Having returned to the site of her gap year before college, Negina Pirzad sees the country of Morocco through her memories of the past, along with a new, present-day lens. One thing that has remained a constant for Pirzad is her seeing the North African country as a reference point for understanding her family’s homeland of Afghanistan.
Words and Photos by Negina Pirzad
Our faded yellow taxi cab came to a playful stop in the congested roundabout as it gave its identical twin in front a kiss, as two siblings would.

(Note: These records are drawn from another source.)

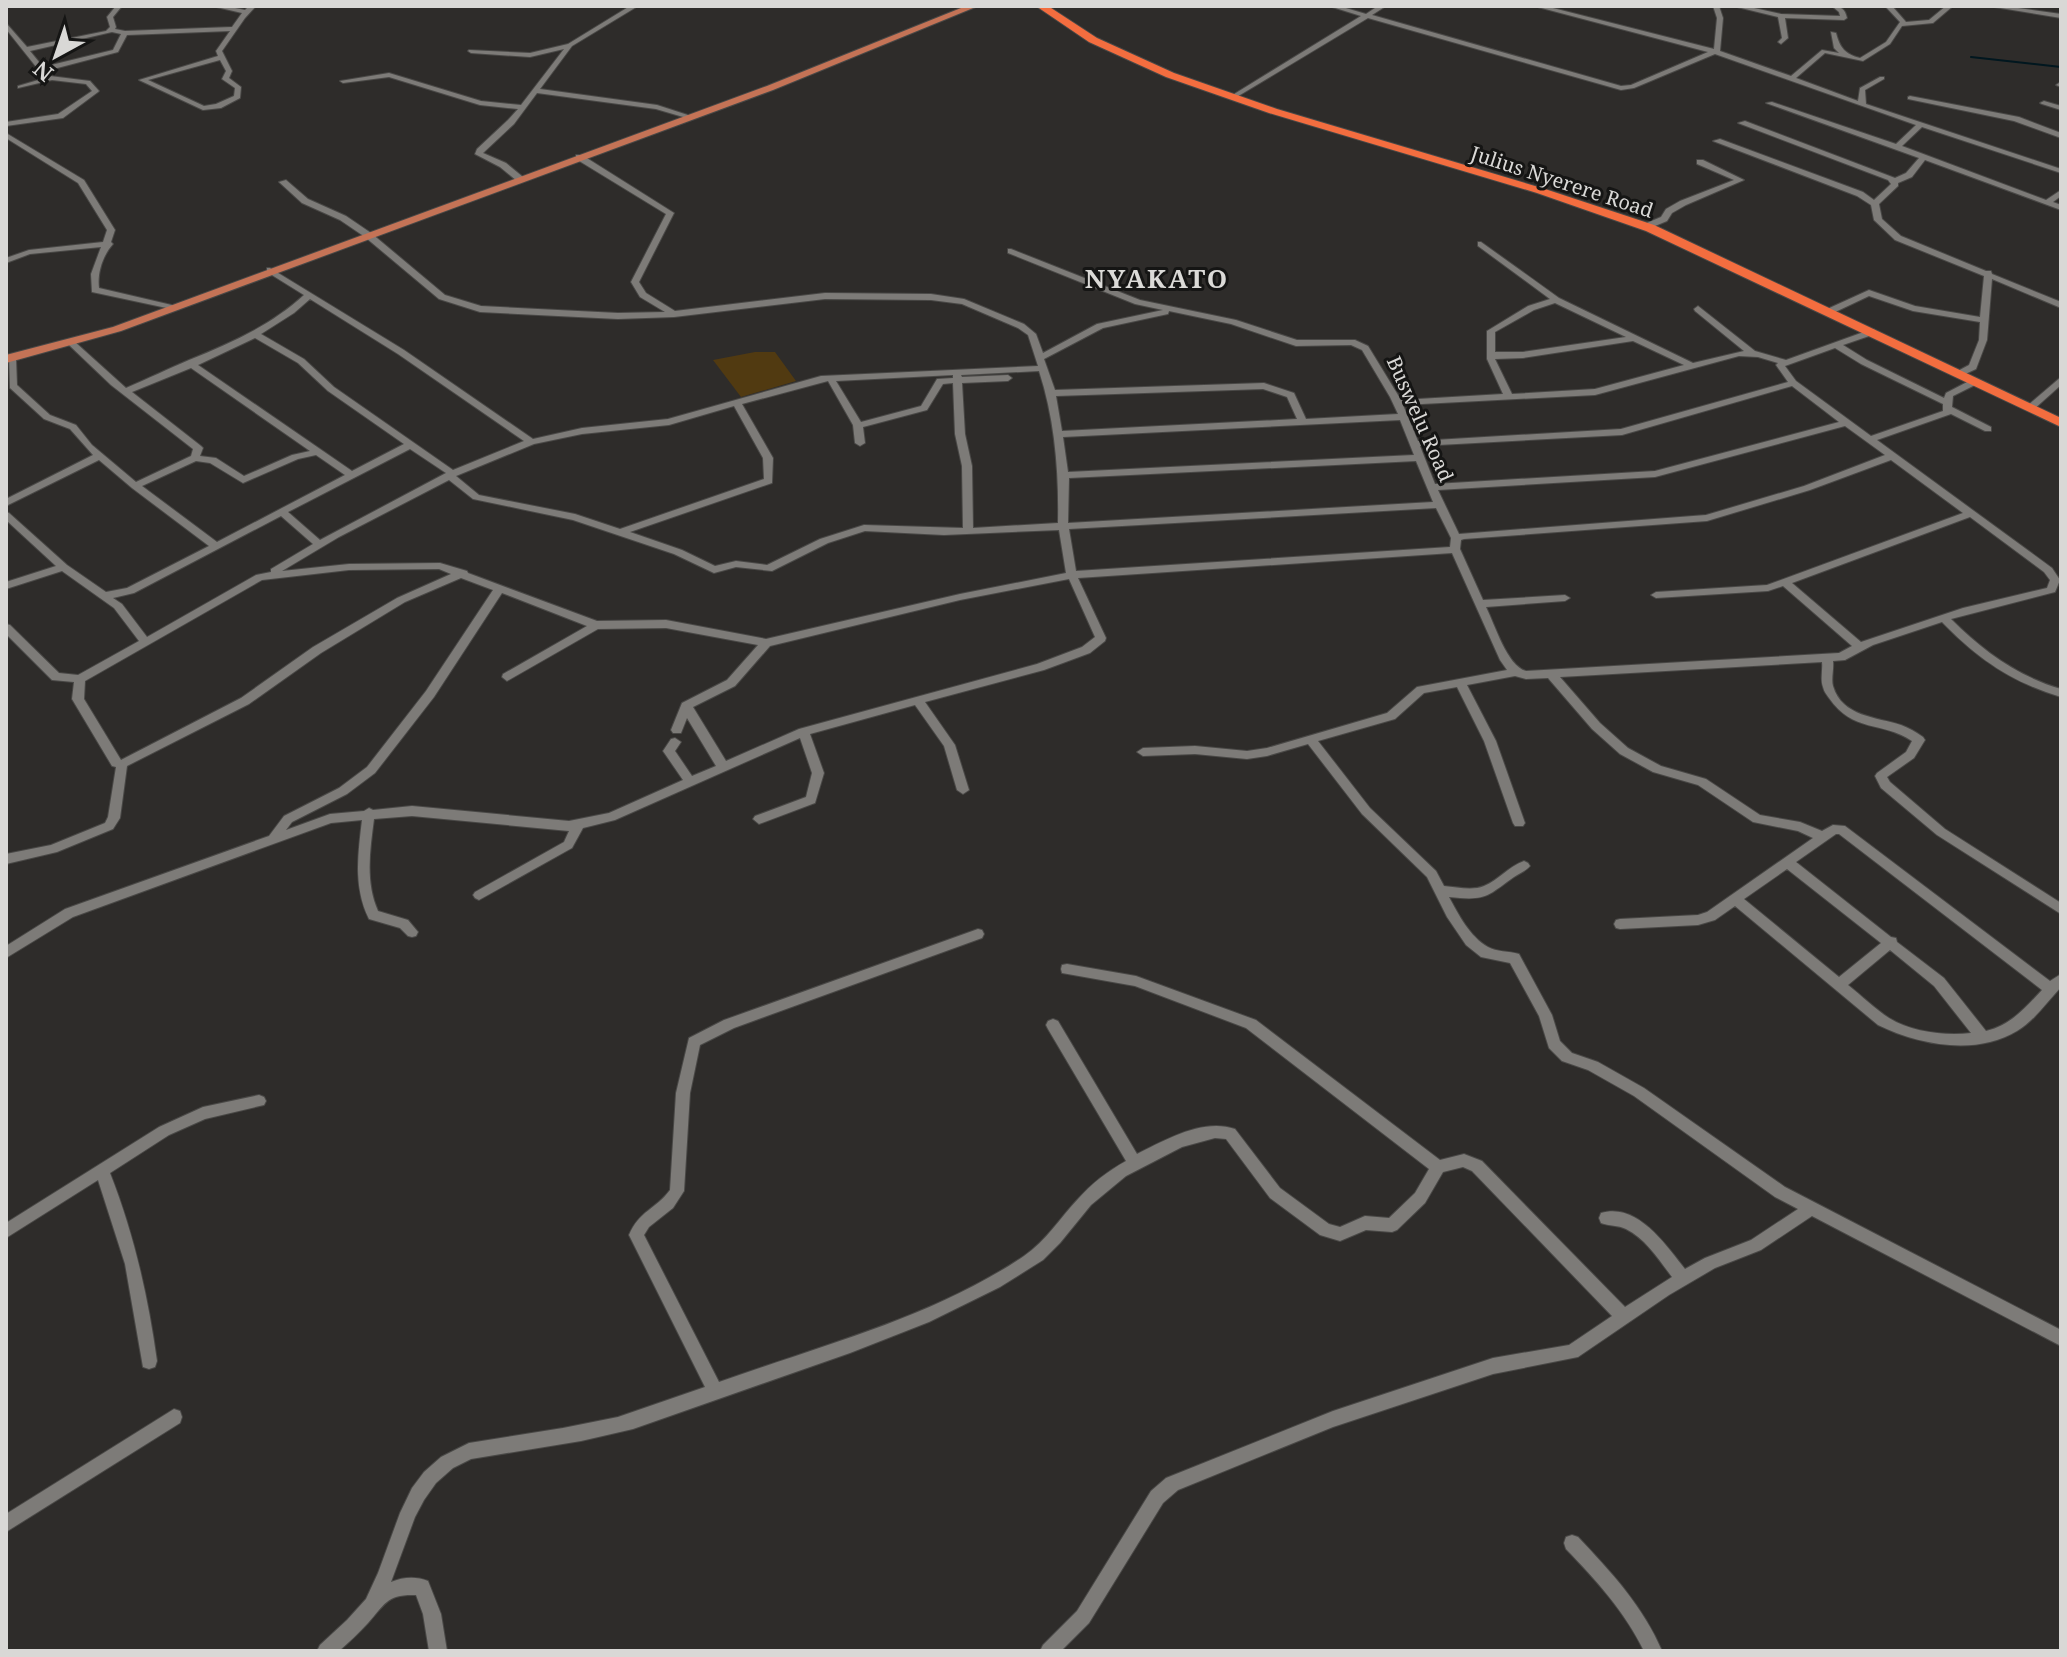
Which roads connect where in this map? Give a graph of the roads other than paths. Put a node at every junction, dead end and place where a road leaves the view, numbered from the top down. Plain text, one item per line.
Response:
1 (119, 6) edge
2 (215, 6) edge
3 (253, 6) edge
4 (635, 6) edge
5 (974, 6) edge
6 (1041, 6) edge
7 (1332, 6) edge
8 (1383, 6) edge
9 (1537, 6) edge
10 (1716, 6) edge
11 (1736, 6) edge
12 (1835, 6) edge
13 (1888, 6) edge
14 (1947, 6) edge
15 (1991, 6) edge
16 (246, 12) junction
17 (1368, 16) junction
18 (1781, 16) junction
19 (2061, 16) edge
20 (1903, 22) junction
21 (6, 25) edge
22 (231, 29) junction
23 (111, 30) junction
24 (125, 33) junction
25 (1833, 33) dead end
26 (1781, 42) dead end
27 (570, 45) junction
28 (25, 50) junction
29 (471, 51) dead end
30 (1716, 52) junction
31 (222, 57) junction
32 (1848, 57) junction
33 (44, 69) junction
34 (1792, 78) junction
35 (1882, 78) dead end
36 (50, 79) junction
37 (343, 81) dead end
38 (20, 87) dead end
39 (534, 90) junction
40 (1233, 97) junction
41 (1910, 98) dead end
42 (1770, 103) dead end
43 (2044, 103) dead end
44 (1862, 105) junction
45 (523, 107) junction
46 (2061, 108) edge
47 (690, 117) junction
48 (1742, 123) dead end
49 (6, 124) edge
50 (1920, 125) junction
51 (6, 135) edge
52 (2061, 136) edge
53 (1717, 141) dead end
54 (1897, 147) junction
55 (1924, 156) junction
56 (579, 157) junction
57 (1700, 162) dead end
58 (2061, 171) edge
59 (520, 179) junction
60 (1895, 181) junction
61 (283, 182) dead end
62 (2061, 192) edge
63 (2048, 202) junction
64 (1875, 204) junction
65 (2061, 208) edge
66 (1645, 227) junction
67 (368, 235) junction
68 (109, 244) junction
69 (1481, 244) dead end
70 (1011, 251) dead end
71 (6, 261) edge
72 (270, 270) junction
73 (1988, 273) junction
74 (308, 296) junction
75 (1556, 300) junction
76 (2061, 305) edge
77 (173, 308) junction
78 (1698, 309) dead end
79 (1173, 311) junction
80 (1828, 312) junction
81 (674, 314) junction
82 (1985, 320) junction
83 (1872, 332) junction
84 (256, 335) junction
85 (1632, 339) junction
86 (72, 344) junction
87 (1835, 344) junction
88 (1752, 353) junction
89 (1491, 355) junction
90 (9, 358) edge
91 (1784, 362) junction
92 (190, 363) junction
93 (1693, 366) junction
94 (1043, 368) junction
95 (1959, 374) junction
96 (957, 375) junction
97 (830, 378) junction
98 (2061, 380) edge
99 (1974, 382) junction
100 (1793, 383) junction
101 (127, 391) junction
102 (1051, 393) junction
103 (1508, 396) junction
104 (736, 402) junction
105 (1398, 403) junction
106 (1947, 406) junction
107 (2030, 408) junction
108 (1402, 417) junction
109 (1848, 422) junction
110 (1303, 423) junction
111 (2061, 423) edge
112 (858, 425) junction
113 (1988, 429) dead end
114 (1058, 434) junction
115 (1872, 439) junction
116 (531, 442) junction
117 (860, 443) dead end
118 (1413, 444) junction
119 (408, 446) junction
120 (317, 452) junction
121 (99, 456) junction
122 (1892, 456) junction
123 (195, 458) junction
124 (1419, 458) junction
125 (351, 475) junction
126 (451, 475) junction
127 (1064, 475) junction
128 (135, 486) junction
129 (1431, 487) junction
130 (6, 503) edge
131 (1439, 505) junction
132 (282, 512) junction
133 (1972, 513) junction
134 (6, 515) edge
135 (1063, 526) junction
136 (968, 531) junction
137 (621, 532) junction
138 (319, 544) junction
139 (1456, 544) junction
140 (216, 546) junction
141 (63, 567) junction
142 (273, 572) junction
143 (465, 573) junction
144 (1072, 575) junction
145 (2058, 581) edge
146 (1785, 583) junction
147 (6, 586) edge
148 (499, 589) junction
149 (130, 591) junction
150 (1656, 595) dead end
151 (104, 596) junction
152 (1565, 598) dead end
153 (1482, 604) junction
154 (118, 606) junction
155 (1944, 618) junction
156 (596, 625) junction
157 (6, 628) edge
158 (145, 642) junction
159 (766, 643) junction
160 (1860, 647) junction
161 (1827, 659) junction
162 (1515, 672) junction
163 (1552, 675) junction
164 (507, 677) dead end
165 (80, 679) junction
166 (1460, 682) junction
167 (2061, 693) edge
168 (918, 701) junction
169 (686, 706) junction
170 (803, 732) junction
171 (1310, 739) junction
172 (1143, 752) dead end
173 (122, 764) junction
174 (723, 767) junction
175 (690, 782) junction
176 (963, 790) dead end
177 (369, 813) junction
178 (759, 819) dead end
179 (1519, 823) dead end
180 (578, 825) junction
181 (275, 836) junction
182 (1824, 837) junction
183 (6, 859) edge
184 (1788, 863) junction
185 (1524, 866) dead end
186 (1442, 891) junction
187 (479, 895) dead end
188 (1736, 900) junction
189 (2061, 909) edge
190 (1620, 924) dead end
191 (412, 932) dead end
192 (978, 934) dead end
193 (1891, 942) junction
194 (6, 953) edge
195 (1067, 969) dead end
196 (2061, 979) edge
197 (1839, 985) junction
198 (2050, 989) junction
199 (1053, 1025) dead end
200 (1983, 1038) junction
201 (259, 1101) dead end
202 (1136, 1165) junction
203 (1438, 1167) junction
204 (102, 1171) junction
205 (1810, 1209) junction
206 (1606, 1218) dead end
207 (6, 1231) edge
208 (1683, 1279) junction
209 (1624, 1317) junction
210 (2061, 1338) edge
211 (149, 1361) dead end
212 (715, 1391) junction
213 (174, 1417) dead end
214 (6, 1524) edge
215 (1572, 1543) dead end
216 (376, 1598) junction
217 (326, 1651) edge
218 (438, 1651) edge
219 (1049, 1651) edge
220 (1653, 1651) edge

1 - 23 street
2 - 16 street
3 - 16 street
4 - 27 street
5 - 47 main road
6 - 40 highway, Julius Nyerere Road
7 - 17 street
8 - 17 street
9 - 30 street
10 - 30 street
11 - 18 street
12 - 18 street
13 - 20 street
14 - 20 street
15 - 19 street
16 - 22 street
17 - 30 street
17 - 40 street
18 - 26 street
20 - 32 street
21 - 28 street
22 - 24 street
22 - 31 street
23 - 24 street
23 - 28 street
24 - 33 street
25 - 32 street
27 - 29 street
27 - 39 street
28 - 33 street
30 - 34 street
31 - 31 street
32 - 34 street
33 - 36 street
34 - 44 street
35 - 44 street
36 - 38 street
36 - 49 street
37 - 45 street
39 - 45 street
39 - 47 street
40 - 66 highway, Julius Nyerere Road
41 - 52 street
42 - 54 street
43 - 46 street
44 - 50 street
45 - 59 street
47 - 56 main road
48 - 60 street
50 - 54 street
50 - 58 street
51 - 68 street
53 - 64 street
54 - 55 street
55 - 60 street
55 - 63 street
56 - 59 main road
56 - 81 street
57 - 66 street
59 - 67 main road
60 - 64 street
61 - 67 street
62 - 63 street
63 - 65 street
64 - 73 street
66 - 80 highway, Julius Nyerere Road
67 - 72 main road
67 - 81 street
68 - 71 street
68 - 77 street
69 - 75 street
70 - 79 street, Buswelu Road
72 - 74 street
72 - 77 main road
73 - 76 street
73 - 82 street
74 - 84 street
74 - 116 street
75 - 85 street
75 - 89 street
77 - 86 main road
78 - 88 street
79 - 94 street
79 - 105 street, Buswelu Road
80 - 82 street
80 - 83 highway, Julius Nyerere Road
81 - 94 street
82 - 95 street
83 - 87 street
83 - 95 highway, Julius Nyerere Road
84 - 92 street
84 - 119 street
85 - 89 street
85 - 93 street
86 - 90 main road
86 - 101 street
87 - 91 street
87 - 106 street
88 - 91 street
88 - 93 street
89 - 103 street
90 - 121 street
91 - 100 street
92 - 101 street
92 - 120 street
93 - 103 street
94 - 96 street
94 - 102 street
95 - 99 highway, Julius Nyerere Road
96 - 97 street
96 - 112 street
96 - 136 street
97 - 104 street
97 - 112 street
98 - 107 street
99 - 106 street
99 - 107 highway, Julius Nyerere Road
100 - 109 street
100 - 118 street
101 - 123 street
102 - 110 street
102 - 114 street
103 - 105 street
104 - 116 street
104 - 137 street
105 - 108 street, Buswelu Road
106 - 113 street
106 - 115 street
107 - 111 highway, Julius Nyerere Road
108 - 110 street
108 - 118 street, Buswelu Road
109 - 115 street
109 - 129 street
110 - 114 street
112 - 117 street
114 - 127 street
115 - 122 street
116 - 126 street
118 - 124 street, Buswelu Road
119 - 125 street
119 - 126 street
120 - 123 street
120 - 125 street
121 - 128 street
121 - 130 street
122 - 133 street
122 - 139 street
123 - 128 street
124 - 127 street
124 - 129 street, Buswelu Road
125 - 132 street
126 - 137 street
126 - 138 street
127 - 135 street
128 - 140 street
129 - 131 street, Buswelu Road
131 - 135 street
131 - 139 street, Buswelu Road
132 - 138 street
132 - 140 street
133 - 145 street
133 - 146 street
134 - 141 street
135 - 136 street
135 - 144 street
136 - 137 street
138 - 142 street
139 - 144 street
139 - 153 street, Buswelu Road
140 - 149 street
141 - 147 street
141 - 151 street
142 - 143 street
142 - 158 street
143 - 148 street
143 - 173 street
144 - 159 street
144 - 168 street
145 - 155 street
146 - 150 street
146 - 160 street
148 - 156 street
148 - 181 street
149 - 151 street
149 - 154 street
151 - 154 street
152 - 153 street
153 - 162 street, Buswelu Road
154 - 158 street
155 - 160 street
155 - 167 street
156 - 159 street
156 - 164 street
157 - 165 street
158 - 165 street
159 - 169 street
160 - 161 street
161 - 163 street
161 - 189 street
162 - 163 street
162 - 166 street
163 - 182 street
165 - 173 street
166 - 171 street
166 - 179 street
168 - 170 street
168 - 176 street
169 - 174 street
169 - 175 street
170 - 174 street
170 - 178 street
171 - 172 street
171 - 186 street
173 - 183 street
174 - 175 street
175 - 180 street
177 - 180 street
177 - 181 street
177 - 191 street
180 - 187 street
181 - 194 street
182 - 184 street
182 - 198 street
184 - 188 street
184 - 193 street
185 - 186 street
186 - 205 street
188 - 190 street
188 - 197 street
192 - 212 street
193 - 197 street
193 - 200 street
195 - 203 street
196 - 198 street
197 - 200 street
198 - 200 street
199 - 202 street
201 - 204 street
202 - 203 street
202 - 212 street
203 - 209 street
204 - 207 street
204 - 211 street
205 - 208 street
205 - 210 street
206 - 208 street
208 - 209 street
209 - 219 street
212 - 216 street
213 - 214 street
215 - 220 street
216 - 217 street
216 - 218 street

Our car’s rear was on the receiving end of another bumper-to-bumper greeting – one taxi piling in after the other at the stop site for Marrakesh’s busiest attraction: Jemaa al Fnaa.
Unlike the tourists who were falling out of their cabs looking traumatized from the ride, I was paying attention to the taximeter and calculating how much it used to cost for a ride from my host family’s house in the Shaar al Hamrah neighborhood to the popular outdoor market where we had just arrived.
The verifying in my head was happening out of habit, since I knew from experience how prone to meter-manipulation Marrakshi taxi drivers could be with foreign customers. Rides would usually end in one of two ways: sourly, with a money debacle, or more lovingly, with a marriage proposal from the driver.
This time around, no one asked for my hand, but the ride price did seem higher than I remembered. With a slight feeling of defeat, I handed over a crisp 20-dirham bill, including a generous tip for the man who had brought me to the place I had dreamt of for the last three-and-a-half years.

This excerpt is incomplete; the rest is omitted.